3. Do I need a dedicated tot school space?

While I've been fortunate enough to have a dedicated tot school space, I 100 percent don't think it is necessary. Most tot school activities could be done anywhere. For us, it is better for Henry to be separated from his regular toys when he is doing tot school or else he is too easily distracted. Also, I like the dedicated space because it allows me to keep all of the materials out without having to worry about Henry's safety. A lot of the things we use at tot school are too small for Hen to use unsupervised  So, if you don't have a dedicated space, just make sure you have a space where you can safely store what you are working on that week.

4. How long do you spend doing tot school each day?
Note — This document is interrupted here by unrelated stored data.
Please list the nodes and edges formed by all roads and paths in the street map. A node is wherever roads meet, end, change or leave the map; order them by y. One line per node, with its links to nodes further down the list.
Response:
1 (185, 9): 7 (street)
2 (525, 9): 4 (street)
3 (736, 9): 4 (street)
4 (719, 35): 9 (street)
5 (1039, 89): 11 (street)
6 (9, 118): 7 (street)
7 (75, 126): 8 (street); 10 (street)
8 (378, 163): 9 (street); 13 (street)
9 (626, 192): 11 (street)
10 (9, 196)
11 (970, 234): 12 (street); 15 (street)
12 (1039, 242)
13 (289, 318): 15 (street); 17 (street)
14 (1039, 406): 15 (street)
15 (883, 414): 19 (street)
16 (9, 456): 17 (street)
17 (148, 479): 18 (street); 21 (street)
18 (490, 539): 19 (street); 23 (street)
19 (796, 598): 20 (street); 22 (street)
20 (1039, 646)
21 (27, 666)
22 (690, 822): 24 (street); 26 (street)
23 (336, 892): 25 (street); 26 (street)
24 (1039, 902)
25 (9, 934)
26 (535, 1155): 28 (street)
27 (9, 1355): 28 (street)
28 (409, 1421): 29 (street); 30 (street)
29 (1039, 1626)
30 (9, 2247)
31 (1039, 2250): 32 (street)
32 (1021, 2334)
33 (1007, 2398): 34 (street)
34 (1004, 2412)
During tot school time,  I think it is extremely important to follow Henry's lead. During tot school time, if Henry is into an activity, I go with it. If he's not interested in tot school that day -- fine, I never push it. Therefore, the amount of time really depends on Henry, some days its 10 minutes, others it's 2 hours. Generally, we average between 30 and 60 minutes each day. Again, I cannot stress enough, follow your child's lead -- just let it be fun.

5. Is there a particular time of day that you do tot school? Why?

Yes, we do tot school in the late afternoon, or sometimes after dinner. We've picked that time, for one reason -- that's when we're home. In the  mornings, we are usually out-and-about or have a class/activity scheduled. So, there usually isn't time for tot school in the mornings. If we were home more in the mornings, I would have no problem doing tot school then. 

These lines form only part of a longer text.